Every year in June the South Tyrolean summits, also in the area of Lake Caldaro, are illuminated by the traditional mountain fires.
On the first Sunday after the Feast of Corpus Christi in June, every year fires are lit on the South Tyrolean peaks and Alpine pastures. These mountain fires remember the pledge given to the Heart of Jesus and have their origins in the Tyrolean freedom fights: in fact, in 1796 Napoleon’s troops were trying to invade the country, so the Tyrolean representatives promised to entrust the country to the “Sacred Heart of Jesus” if they would be saved.
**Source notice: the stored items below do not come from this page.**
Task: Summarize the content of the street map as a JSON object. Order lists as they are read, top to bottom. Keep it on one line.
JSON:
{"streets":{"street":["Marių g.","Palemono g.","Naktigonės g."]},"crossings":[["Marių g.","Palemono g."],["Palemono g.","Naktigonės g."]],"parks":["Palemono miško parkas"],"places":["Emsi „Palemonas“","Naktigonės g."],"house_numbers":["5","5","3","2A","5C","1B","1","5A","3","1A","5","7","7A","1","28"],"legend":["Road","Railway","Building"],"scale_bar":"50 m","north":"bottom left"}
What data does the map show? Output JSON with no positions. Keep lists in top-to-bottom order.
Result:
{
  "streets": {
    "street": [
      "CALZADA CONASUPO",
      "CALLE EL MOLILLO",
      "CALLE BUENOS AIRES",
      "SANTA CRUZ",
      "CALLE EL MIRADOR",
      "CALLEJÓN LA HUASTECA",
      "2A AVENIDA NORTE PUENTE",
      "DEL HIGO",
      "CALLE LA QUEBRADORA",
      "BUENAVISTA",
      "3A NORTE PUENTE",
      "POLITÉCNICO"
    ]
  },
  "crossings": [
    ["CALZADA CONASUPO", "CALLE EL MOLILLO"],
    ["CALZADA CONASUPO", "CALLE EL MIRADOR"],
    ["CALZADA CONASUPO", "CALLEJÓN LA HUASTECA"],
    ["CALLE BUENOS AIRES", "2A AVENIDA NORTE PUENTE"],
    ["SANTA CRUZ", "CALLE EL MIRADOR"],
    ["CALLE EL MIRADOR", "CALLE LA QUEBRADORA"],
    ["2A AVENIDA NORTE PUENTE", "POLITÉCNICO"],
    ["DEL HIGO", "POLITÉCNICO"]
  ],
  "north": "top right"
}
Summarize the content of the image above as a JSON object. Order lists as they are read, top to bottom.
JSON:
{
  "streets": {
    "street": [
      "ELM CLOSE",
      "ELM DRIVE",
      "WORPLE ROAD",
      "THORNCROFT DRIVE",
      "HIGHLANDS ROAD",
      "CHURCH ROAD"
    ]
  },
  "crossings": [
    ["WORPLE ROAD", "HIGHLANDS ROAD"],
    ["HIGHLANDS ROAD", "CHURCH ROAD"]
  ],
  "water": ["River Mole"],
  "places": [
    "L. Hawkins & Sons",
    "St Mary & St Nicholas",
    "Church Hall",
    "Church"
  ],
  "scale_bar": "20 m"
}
Surprisingly, the Tyrolean troops won the battles, and from that day on every 3rd Sunday after Pentecost fires in form of Christian symbols have been lit on the Tyrolean mountains, called “Herz-Jesu-Feuer” in German language. Before the famous Bergisel battle against the French and the Bavarians in 1809, the Tyrolean freedom fighter Andreas Hofer remembered and renewed the vow. Once again the Tyroleans won, and the Sacred Heart Sunday became a high holiday.
The custom of the mountain fires, however, dates back to ancient times and the solstice bonfires, or St. John’s Eve Fires. They were mentioned for the first time in written documents in the 12th century. Still today the Sacred Heart weekend is celebrated with the traditional fires, lit on the peaks also around Caldaro and Termeno, such as Mt. Penegal, Mt. Mendola and Mt. Macaion.